_About this task_
Every record should be written out again in full, with no character altered.

_Record extracts_
*** Block opens ***

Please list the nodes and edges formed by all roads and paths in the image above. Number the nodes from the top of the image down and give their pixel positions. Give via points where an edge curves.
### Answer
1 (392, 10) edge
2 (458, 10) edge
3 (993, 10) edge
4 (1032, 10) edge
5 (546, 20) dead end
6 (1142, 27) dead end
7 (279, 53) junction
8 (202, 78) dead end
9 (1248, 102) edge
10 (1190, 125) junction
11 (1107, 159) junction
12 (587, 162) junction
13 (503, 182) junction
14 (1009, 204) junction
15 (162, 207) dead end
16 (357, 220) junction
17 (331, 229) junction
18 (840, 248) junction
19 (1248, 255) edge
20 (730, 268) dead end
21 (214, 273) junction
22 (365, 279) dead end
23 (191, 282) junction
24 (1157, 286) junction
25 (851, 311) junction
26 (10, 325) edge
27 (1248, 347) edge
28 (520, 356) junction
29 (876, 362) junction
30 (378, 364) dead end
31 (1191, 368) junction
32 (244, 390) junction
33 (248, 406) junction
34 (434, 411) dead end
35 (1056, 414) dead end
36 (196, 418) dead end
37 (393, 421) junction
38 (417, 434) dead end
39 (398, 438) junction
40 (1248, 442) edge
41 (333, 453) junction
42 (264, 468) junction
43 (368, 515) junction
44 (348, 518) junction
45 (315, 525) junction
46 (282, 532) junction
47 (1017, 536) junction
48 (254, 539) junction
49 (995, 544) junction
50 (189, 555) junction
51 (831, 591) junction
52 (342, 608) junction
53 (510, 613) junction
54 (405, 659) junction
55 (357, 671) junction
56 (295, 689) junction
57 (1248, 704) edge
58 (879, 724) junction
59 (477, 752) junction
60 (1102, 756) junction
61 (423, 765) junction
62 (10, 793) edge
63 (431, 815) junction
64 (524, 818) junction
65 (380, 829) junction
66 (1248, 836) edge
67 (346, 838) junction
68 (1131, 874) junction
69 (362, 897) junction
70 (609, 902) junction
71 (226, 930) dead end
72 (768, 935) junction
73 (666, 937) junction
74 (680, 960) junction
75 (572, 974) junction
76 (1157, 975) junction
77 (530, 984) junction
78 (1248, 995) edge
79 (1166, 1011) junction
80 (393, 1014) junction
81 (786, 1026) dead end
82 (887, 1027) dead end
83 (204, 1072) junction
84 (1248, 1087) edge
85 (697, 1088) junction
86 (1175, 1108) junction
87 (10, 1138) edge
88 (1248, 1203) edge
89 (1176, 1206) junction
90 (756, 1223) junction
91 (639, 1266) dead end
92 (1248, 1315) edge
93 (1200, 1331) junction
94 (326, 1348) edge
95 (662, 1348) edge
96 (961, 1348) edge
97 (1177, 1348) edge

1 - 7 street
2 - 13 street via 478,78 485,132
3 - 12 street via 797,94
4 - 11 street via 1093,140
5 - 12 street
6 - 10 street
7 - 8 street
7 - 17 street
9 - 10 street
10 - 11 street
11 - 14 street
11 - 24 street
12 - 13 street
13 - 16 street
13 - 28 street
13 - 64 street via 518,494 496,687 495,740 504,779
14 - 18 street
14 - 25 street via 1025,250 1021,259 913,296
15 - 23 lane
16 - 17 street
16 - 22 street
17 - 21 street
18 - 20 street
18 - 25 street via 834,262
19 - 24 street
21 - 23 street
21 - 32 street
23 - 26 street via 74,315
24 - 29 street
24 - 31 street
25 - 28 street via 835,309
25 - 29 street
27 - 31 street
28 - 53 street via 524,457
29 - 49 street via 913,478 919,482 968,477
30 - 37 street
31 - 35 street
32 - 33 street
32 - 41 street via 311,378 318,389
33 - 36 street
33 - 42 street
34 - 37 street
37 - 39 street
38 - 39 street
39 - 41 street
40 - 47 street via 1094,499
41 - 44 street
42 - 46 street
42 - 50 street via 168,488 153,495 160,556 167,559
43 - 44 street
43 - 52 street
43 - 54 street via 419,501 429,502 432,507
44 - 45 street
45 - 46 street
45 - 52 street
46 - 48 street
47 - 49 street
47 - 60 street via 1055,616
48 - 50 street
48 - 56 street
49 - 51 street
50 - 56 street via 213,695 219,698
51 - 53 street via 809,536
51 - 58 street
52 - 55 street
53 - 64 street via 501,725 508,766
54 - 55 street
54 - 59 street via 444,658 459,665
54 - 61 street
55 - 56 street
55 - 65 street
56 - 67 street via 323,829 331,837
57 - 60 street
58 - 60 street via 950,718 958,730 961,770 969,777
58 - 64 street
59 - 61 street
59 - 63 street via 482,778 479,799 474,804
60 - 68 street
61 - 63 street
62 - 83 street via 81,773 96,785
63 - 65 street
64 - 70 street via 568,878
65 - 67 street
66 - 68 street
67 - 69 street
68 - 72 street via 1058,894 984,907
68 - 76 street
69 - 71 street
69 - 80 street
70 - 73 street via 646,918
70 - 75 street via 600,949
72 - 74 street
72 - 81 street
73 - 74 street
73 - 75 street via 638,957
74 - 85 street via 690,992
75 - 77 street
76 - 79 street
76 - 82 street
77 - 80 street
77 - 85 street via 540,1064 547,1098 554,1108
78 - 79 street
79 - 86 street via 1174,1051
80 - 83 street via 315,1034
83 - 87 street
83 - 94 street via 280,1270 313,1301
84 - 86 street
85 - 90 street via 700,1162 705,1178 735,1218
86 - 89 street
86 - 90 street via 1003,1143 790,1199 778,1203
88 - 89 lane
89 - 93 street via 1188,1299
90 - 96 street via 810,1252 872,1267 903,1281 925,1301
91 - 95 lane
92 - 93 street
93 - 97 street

*** Block closes ***

_Response to this task_
Please list the nodes and edges formed by all roads and paths in the image above. Number the nodes from the top of the image down and give their pixel positions. Give via points where an edge curves.
### Answer
1 (392, 10) edge
2 (458, 10) edge
3 (993, 10) edge
4 (1032, 10) edge
5 (546, 20) dead end
6 (1142, 27) dead end
7 (279, 53) junction
8 (202, 78) dead end
9 (1248, 102) edge
10 (1190, 125) junction
11 (1107, 159) junction
12 (587, 162) junction
13 (503, 182) junction
14 (1009, 204) junction
15 (162, 207) dead end
16 (357, 220) junction
17 (331, 229) junction
18 (840, 248) junction
19 (1248, 255) edge
20 (730, 268) dead end
21 (214, 273) junction
22 (365, 279) dead end
23 (191, 282) junction
24 (1157, 286) junction
25 (851, 311) junction
26 (10, 325) edge
27 (1248, 347) edge
28 (520, 356) junction
29 (876, 362) junction
30 (378, 364) dead end
31 (1191, 368) junction
32 (244, 390) junction
33 (248, 406) junction
34 (434, 411) dead end
35 (1056, 414) dead end
36 (196, 418) dead end
37 (393, 421) junction
38 (417, 434) dead end
39 (398, 438) junction
40 (1248, 442) edge
41 (333, 453) junction
42 (264, 468) junction
43 (368, 515) junction
44 (348, 518) junction
45 (315, 525) junction
46 (282, 532) junction
47 (1017, 536) junction
48 (254, 539) junction
49 (995, 544) junction
50 (189, 555) junction
51 (831, 591) junction
52 (342, 608) junction
53 (510, 613) junction
54 (405, 659) junction
55 (357, 671) junction
56 (295, 689) junction
57 (1248, 704) edge
58 (879, 724) junction
59 (477, 752) junction
60 (1102, 756) junction
61 (423, 765) junction
62 (10, 793) edge
63 (431, 815) junction
64 (524, 818) junction
65 (380, 829) junction
66 (1248, 836) edge
67 (346, 838) junction
68 (1131, 874) junction
69 (362, 897) junction
70 (609, 902) junction
71 (226, 930) dead end
72 (768, 935) junction
73 (666, 937) junction
74 (680, 960) junction
75 (572, 974) junction
76 (1157, 975) junction
77 (530, 984) junction
78 (1248, 995) edge
79 (1166, 1011) junction
80 (393, 1014) junction
81 (786, 1026) dead end
82 (887, 1027) dead end
83 (204, 1072) junction
84 (1248, 1087) edge
85 (697, 1088) junction
86 (1175, 1108) junction
87 (10, 1138) edge
88 (1248, 1203) edge
89 (1176, 1206) junction
90 (756, 1223) junction
91 (639, 1266) dead end
92 (1248, 1315) edge
93 (1200, 1331) junction
94 (326, 1348) edge
95 (662, 1348) edge
96 (961, 1348) edge
97 (1177, 1348) edge

1 - 7 street
2 - 13 street via 478,78 485,132
3 - 12 street via 797,94
4 - 11 street via 1093,140
5 - 12 street
6 - 10 street
7 - 8 street
7 - 17 street
9 - 10 street
10 - 11 street
11 - 14 street
11 - 24 street
12 - 13 street
13 - 16 street
13 - 28 street
13 - 64 street via 518,494 496,687 495,740 504,779
14 - 18 street
14 - 25 street via 1025,250 1021,259 913,296
15 - 23 lane
16 - 17 street
16 - 22 street
17 - 21 street
18 - 20 street
18 - 25 street via 834,262
19 - 24 street
21 - 23 street
21 - 32 street
23 - 26 street via 74,315
24 - 29 street
24 - 31 street
25 - 28 street via 835,309
25 - 29 street
27 - 31 street
28 - 53 street via 524,457
29 - 49 street via 913,478 919,482 968,477
30 - 37 street
31 - 35 street
32 - 33 street
32 - 41 street via 311,378 318,389
33 - 36 street
33 - 42 street
34 - 37 street
37 - 39 street
38 - 39 street
39 - 41 street
40 - 47 street via 1094,499
41 - 44 street
42 - 46 street
42 - 50 street via 168,488 153,495 160,556 167,559
43 - 44 street
43 - 52 street
43 - 54 street via 419,501 429,502 432,507
44 - 45 street
45 - 46 street
45 - 52 street
46 - 48 street
47 - 49 street
47 - 60 street via 1055,616
48 - 50 street
48 - 56 street
49 - 51 street
50 - 56 street via 213,695 219,698
51 - 53 street via 809,536
51 - 58 street
52 - 55 street
53 - 64 street via 501,725 508,766
54 - 55 street
54 - 59 street via 444,658 459,665
54 - 61 street
55 - 56 street
55 - 65 street
56 - 67 street via 323,829 331,837
57 - 60 street
58 - 60 street via 950,718 958,730 961,770 969,777
58 - 64 street
59 - 61 street
59 - 63 street via 482,778 479,799 474,804
60 - 68 street
61 - 63 street
62 - 83 street via 81,773 96,785
63 - 65 street
64 - 70 street via 568,878
65 - 67 street
66 - 68 street
67 - 69 street
68 - 72 street via 1058,894 984,907
68 - 76 street
69 - 71 street
69 - 80 street
70 - 73 street via 646,918
70 - 75 street via 600,949
72 - 74 street
72 - 81 street
73 - 74 street
73 - 75 street via 638,957
74 - 85 street via 690,992
75 - 77 street
76 - 79 street
76 - 82 street
77 - 80 street
77 - 85 street via 540,1064 547,1098 554,1108
78 - 79 street
79 - 86 street via 1174,1051
80 - 83 street via 315,1034
83 - 87 street
83 - 94 street via 280,1270 313,1301
84 - 86 street
85 - 90 street via 700,1162 705,1178 735,1218
86 - 89 street
86 - 90 street via 1003,1143 790,1199 778,1203
88 - 89 lane
89 - 93 street via 1188,1299
90 - 96 street via 810,1252 872,1267 903,1281 925,1301
91 - 95 lane
92 - 93 street
93 - 97 street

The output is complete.